YOUR INSTRUCTIONS
Search the records for the string "junctions" and copy every line where it turns up.

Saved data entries
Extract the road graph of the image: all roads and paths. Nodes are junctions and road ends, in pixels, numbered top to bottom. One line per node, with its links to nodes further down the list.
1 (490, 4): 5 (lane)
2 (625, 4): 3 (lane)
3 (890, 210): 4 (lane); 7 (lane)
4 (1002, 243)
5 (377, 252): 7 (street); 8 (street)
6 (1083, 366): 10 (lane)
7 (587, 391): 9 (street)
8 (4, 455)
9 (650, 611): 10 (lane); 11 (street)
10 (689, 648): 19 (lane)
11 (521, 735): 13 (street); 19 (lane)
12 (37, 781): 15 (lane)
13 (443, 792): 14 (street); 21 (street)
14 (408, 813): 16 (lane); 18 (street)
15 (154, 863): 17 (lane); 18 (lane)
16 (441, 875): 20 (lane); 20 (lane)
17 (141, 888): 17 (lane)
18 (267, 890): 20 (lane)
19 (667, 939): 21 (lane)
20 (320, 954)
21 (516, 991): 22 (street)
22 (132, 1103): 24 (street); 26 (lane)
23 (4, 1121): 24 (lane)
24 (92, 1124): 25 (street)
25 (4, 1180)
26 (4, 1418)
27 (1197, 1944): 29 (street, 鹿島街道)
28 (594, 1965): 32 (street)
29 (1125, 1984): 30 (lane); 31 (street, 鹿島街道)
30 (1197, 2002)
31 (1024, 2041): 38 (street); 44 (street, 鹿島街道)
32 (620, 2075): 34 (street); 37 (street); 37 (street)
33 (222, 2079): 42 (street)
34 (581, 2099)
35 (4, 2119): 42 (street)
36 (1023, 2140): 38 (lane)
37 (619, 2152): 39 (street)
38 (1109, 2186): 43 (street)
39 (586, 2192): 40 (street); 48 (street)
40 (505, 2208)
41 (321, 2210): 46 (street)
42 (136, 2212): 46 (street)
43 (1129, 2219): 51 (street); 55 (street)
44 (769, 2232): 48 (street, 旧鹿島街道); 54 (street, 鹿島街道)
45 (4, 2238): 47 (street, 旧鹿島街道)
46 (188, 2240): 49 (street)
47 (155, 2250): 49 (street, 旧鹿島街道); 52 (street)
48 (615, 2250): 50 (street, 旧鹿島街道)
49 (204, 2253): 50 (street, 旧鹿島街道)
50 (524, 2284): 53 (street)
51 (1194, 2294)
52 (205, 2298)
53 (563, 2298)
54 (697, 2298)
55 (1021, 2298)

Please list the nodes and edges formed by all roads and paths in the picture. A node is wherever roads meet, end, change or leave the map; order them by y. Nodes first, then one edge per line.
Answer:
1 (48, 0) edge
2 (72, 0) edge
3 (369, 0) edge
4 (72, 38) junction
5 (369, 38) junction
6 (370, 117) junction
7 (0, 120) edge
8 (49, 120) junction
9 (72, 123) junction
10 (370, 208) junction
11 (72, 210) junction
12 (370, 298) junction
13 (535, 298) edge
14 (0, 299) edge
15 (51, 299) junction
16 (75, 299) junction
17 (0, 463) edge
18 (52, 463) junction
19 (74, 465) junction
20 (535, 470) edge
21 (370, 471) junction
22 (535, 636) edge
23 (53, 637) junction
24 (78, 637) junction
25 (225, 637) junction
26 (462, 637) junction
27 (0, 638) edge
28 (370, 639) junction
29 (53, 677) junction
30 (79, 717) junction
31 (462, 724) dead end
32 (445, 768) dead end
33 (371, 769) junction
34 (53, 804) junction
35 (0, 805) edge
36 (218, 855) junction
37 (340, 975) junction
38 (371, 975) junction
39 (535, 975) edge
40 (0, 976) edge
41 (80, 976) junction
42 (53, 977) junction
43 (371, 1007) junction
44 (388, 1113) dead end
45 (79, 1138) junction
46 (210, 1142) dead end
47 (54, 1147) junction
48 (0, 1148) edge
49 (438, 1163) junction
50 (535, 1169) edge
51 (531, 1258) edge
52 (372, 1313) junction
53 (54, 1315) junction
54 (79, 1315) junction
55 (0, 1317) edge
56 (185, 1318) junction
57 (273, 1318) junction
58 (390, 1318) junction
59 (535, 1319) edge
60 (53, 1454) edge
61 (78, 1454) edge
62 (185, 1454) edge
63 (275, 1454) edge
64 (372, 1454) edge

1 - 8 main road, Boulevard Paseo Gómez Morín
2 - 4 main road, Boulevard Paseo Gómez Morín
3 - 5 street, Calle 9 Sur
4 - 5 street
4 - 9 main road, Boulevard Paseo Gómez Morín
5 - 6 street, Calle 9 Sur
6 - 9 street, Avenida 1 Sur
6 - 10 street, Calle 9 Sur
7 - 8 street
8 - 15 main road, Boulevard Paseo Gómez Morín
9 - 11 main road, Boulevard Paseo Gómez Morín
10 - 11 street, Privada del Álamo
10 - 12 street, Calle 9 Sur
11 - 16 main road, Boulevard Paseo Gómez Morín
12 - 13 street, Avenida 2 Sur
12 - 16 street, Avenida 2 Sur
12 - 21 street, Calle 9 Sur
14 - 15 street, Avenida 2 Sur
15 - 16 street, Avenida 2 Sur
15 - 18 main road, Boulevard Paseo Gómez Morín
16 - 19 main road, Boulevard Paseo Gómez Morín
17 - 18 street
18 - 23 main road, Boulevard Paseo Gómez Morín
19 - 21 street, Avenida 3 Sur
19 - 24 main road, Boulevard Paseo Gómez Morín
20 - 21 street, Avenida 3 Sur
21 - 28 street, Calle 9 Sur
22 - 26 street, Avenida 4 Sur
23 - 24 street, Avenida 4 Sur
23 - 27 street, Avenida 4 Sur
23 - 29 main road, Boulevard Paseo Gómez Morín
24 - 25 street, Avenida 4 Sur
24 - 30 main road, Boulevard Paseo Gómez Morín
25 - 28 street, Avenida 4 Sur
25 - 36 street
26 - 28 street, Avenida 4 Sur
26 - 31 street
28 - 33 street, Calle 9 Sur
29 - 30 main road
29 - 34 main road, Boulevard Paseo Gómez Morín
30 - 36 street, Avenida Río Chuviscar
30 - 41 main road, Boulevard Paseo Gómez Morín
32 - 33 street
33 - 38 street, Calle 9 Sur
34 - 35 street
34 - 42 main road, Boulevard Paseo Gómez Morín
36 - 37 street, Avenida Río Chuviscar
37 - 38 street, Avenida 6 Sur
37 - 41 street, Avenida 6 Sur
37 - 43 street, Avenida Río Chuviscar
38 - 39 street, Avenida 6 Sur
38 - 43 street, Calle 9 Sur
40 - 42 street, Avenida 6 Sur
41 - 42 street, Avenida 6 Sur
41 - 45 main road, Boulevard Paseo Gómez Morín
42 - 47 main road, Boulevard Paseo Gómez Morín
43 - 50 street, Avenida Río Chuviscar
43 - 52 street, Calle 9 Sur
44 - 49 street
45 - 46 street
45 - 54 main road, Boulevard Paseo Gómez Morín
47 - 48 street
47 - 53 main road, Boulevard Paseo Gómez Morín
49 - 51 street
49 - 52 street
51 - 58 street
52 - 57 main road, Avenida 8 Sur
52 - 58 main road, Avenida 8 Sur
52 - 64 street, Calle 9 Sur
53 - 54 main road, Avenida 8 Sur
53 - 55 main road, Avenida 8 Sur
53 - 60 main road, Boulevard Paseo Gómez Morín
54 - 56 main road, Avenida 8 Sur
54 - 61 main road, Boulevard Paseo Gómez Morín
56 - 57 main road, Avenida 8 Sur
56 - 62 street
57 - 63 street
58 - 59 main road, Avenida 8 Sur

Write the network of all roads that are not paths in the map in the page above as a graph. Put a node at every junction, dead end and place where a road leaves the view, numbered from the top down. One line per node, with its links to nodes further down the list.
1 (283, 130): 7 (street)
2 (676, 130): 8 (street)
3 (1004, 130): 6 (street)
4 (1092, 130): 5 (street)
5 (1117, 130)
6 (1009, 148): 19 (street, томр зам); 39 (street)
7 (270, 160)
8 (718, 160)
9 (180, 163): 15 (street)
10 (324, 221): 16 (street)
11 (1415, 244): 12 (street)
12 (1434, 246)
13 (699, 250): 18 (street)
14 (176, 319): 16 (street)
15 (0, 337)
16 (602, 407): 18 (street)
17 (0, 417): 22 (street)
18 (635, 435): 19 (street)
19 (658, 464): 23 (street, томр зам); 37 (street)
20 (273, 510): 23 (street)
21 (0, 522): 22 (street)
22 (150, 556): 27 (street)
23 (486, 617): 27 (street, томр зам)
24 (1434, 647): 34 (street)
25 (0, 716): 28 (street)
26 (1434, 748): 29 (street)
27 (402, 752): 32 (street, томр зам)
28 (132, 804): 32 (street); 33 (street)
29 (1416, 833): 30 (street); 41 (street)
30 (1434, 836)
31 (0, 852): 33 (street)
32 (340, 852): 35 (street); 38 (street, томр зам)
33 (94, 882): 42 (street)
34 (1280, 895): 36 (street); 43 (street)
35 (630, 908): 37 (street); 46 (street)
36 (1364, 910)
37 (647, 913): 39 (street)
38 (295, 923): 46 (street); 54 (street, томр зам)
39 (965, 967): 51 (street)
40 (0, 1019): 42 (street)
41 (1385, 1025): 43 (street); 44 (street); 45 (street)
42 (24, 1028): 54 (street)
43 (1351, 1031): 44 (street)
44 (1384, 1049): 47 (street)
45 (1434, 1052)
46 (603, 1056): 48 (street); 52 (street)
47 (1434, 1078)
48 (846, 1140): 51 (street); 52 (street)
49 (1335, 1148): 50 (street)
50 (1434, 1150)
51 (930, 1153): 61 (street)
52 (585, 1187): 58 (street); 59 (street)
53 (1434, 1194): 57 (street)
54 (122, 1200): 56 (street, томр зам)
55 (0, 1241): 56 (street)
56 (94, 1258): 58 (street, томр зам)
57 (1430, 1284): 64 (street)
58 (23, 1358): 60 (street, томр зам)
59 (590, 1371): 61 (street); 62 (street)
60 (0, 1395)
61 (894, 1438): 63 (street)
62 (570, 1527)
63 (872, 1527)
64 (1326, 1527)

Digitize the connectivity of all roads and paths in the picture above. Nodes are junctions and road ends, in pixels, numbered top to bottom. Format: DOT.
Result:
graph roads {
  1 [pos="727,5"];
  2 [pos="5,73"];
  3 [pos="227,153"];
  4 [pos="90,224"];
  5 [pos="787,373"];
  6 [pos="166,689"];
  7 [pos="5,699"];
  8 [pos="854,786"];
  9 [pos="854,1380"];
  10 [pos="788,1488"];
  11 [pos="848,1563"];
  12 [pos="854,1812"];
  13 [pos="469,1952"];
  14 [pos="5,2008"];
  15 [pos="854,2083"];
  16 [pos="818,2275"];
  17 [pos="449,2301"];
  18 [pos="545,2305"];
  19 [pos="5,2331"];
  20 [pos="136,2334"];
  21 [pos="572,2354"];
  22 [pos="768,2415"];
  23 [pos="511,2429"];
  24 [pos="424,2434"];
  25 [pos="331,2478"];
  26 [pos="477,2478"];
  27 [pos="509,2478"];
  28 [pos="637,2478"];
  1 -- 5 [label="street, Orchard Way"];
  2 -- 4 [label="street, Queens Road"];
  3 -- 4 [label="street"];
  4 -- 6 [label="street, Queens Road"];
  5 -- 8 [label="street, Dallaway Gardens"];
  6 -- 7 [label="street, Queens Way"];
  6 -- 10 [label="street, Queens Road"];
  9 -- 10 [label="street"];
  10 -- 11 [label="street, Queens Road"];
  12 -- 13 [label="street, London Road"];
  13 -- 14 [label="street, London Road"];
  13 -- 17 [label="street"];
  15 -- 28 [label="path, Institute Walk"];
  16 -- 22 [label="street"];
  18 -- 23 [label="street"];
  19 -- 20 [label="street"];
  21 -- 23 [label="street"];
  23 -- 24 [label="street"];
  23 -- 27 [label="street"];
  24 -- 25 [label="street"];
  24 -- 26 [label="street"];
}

ANSWER SPACE
Extract the road graph of the image: all roads and paths. Nodes are junctions and road ends, in pixels, numbered top to bottom. One line per node, with its links to nodes further down the list.
Digitize the connectivity of all roads and paths in the picture above. Nodes are junctions and road ends, in pixels, numbered top to bottom. Format: DOT.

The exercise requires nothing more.